_Task directions_. Every line with "highway" in it should be copied from the data.

_Exercise inputs_.

== Segment start ==

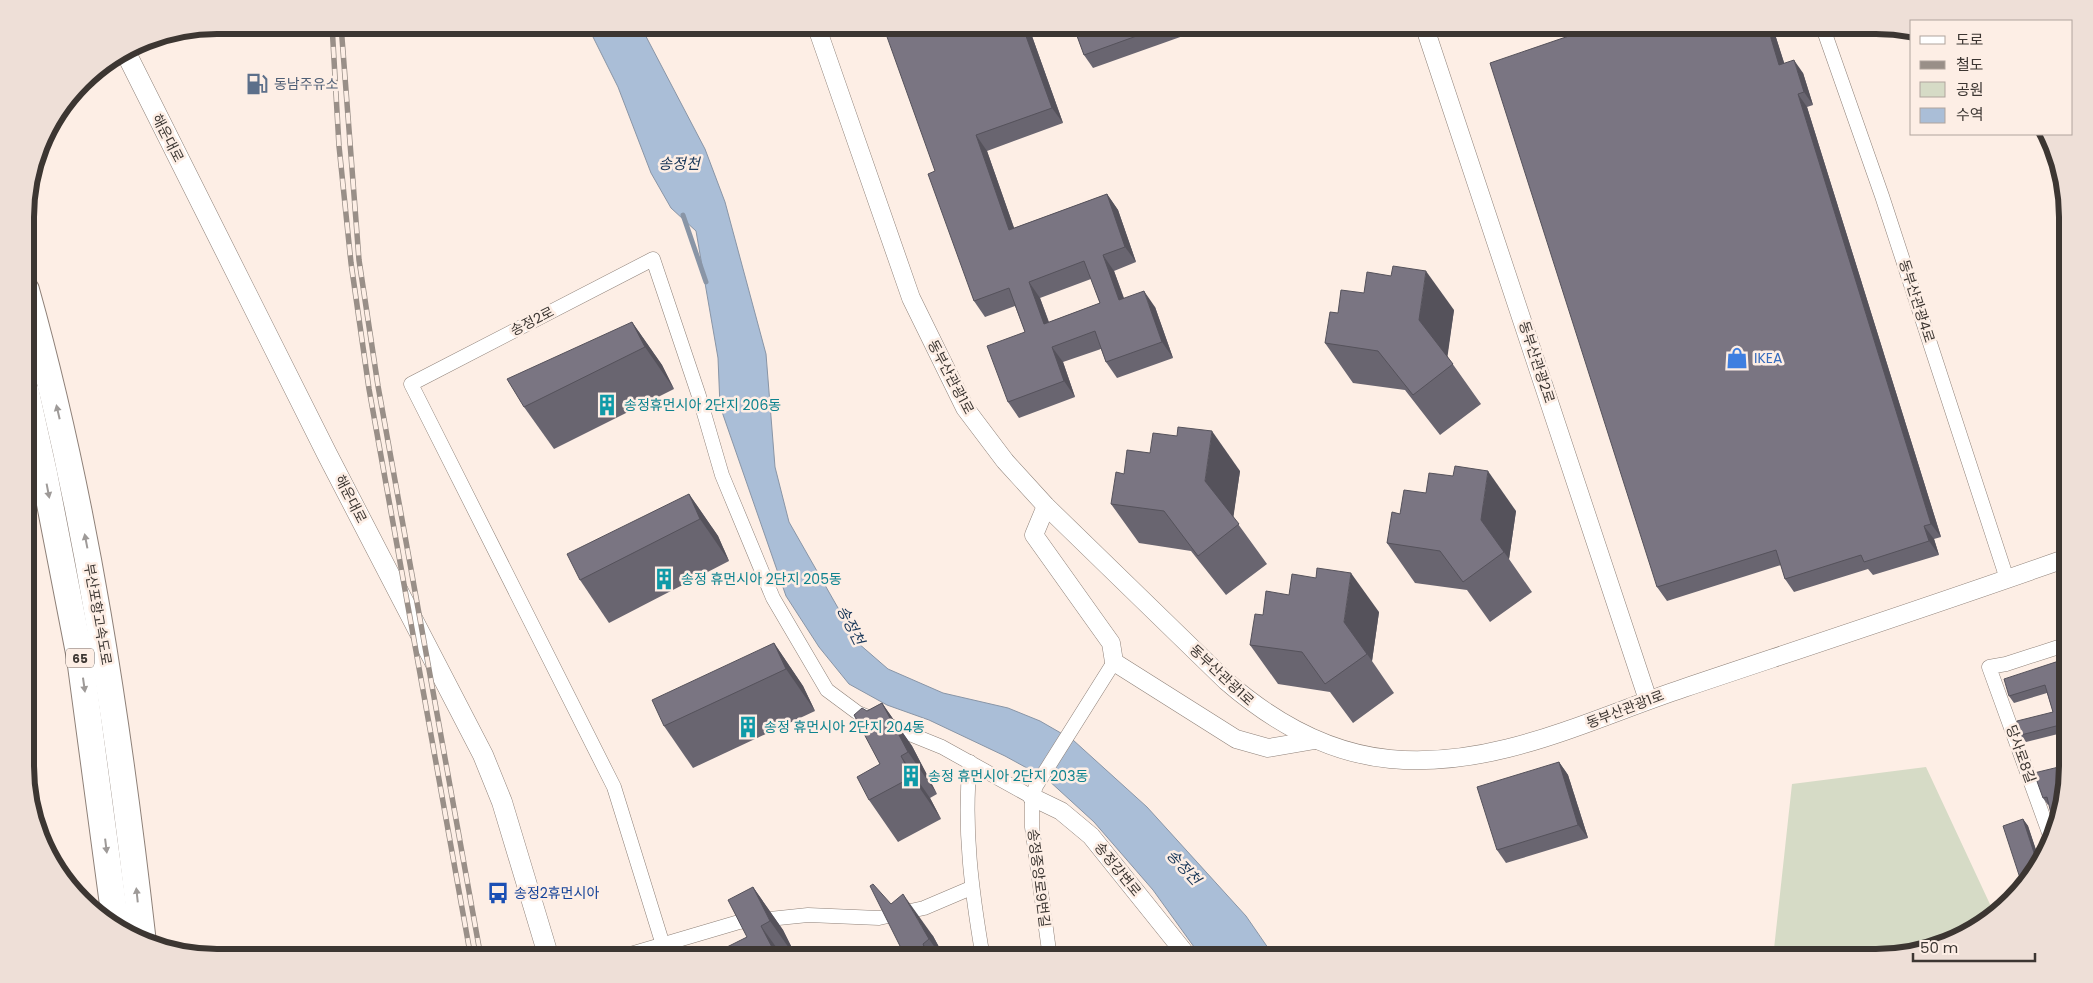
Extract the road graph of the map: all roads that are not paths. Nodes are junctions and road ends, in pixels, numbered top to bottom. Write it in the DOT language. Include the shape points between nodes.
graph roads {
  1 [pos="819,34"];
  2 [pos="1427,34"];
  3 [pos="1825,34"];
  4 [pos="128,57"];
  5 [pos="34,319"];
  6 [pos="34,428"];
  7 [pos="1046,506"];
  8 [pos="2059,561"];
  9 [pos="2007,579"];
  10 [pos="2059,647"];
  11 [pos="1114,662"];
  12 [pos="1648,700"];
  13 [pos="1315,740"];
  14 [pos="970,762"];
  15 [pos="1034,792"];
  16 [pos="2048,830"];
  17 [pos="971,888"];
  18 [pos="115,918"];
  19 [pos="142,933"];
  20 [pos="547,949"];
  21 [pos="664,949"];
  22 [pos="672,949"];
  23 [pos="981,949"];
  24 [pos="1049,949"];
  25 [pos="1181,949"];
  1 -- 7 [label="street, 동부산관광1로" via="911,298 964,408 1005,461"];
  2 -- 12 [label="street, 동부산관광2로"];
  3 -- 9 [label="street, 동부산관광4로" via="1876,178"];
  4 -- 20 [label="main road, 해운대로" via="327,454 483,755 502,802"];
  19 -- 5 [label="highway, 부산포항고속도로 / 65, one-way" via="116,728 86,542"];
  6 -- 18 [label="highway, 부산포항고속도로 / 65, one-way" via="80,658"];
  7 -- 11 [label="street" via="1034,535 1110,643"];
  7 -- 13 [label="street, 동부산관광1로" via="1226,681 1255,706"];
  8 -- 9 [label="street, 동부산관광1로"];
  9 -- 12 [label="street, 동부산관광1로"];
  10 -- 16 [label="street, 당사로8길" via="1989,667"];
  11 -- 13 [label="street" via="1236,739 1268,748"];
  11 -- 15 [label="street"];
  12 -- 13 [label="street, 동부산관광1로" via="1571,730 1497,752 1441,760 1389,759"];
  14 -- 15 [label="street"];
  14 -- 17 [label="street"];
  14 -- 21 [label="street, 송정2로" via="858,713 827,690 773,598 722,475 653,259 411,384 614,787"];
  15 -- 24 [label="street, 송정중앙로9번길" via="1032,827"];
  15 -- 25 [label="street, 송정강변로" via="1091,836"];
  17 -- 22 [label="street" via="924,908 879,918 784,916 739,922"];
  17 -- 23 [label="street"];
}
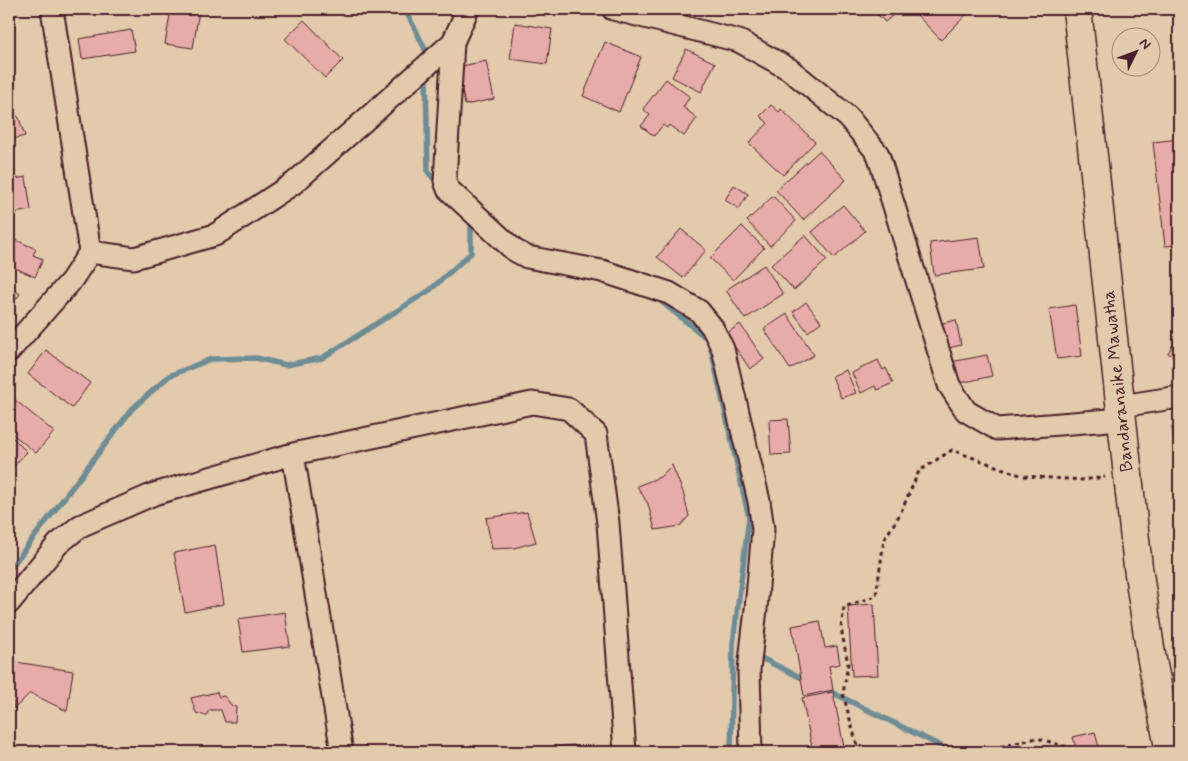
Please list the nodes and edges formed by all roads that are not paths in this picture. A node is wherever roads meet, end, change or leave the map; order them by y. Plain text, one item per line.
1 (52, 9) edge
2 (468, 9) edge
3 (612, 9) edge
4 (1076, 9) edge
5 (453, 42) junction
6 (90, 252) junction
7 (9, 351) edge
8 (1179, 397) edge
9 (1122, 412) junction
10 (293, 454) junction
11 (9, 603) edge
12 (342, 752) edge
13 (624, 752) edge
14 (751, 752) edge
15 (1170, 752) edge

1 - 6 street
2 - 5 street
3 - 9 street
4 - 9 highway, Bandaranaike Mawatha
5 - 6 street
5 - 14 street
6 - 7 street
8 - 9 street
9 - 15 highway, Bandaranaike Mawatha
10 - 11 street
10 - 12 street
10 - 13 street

== Segment end ==

_Written answer_.
  19 -- 5 [label="highway, 부산포항고속도로 / 65, one-way" via="116,728 86,542"];
  6 -- 18 [label="highway, 부산포항고속도로 / 65, one-way" via="80,658"];
4 - 9 highway, Bandaranaike Mawatha
9 - 15 highway, Bandaranaike Mawatha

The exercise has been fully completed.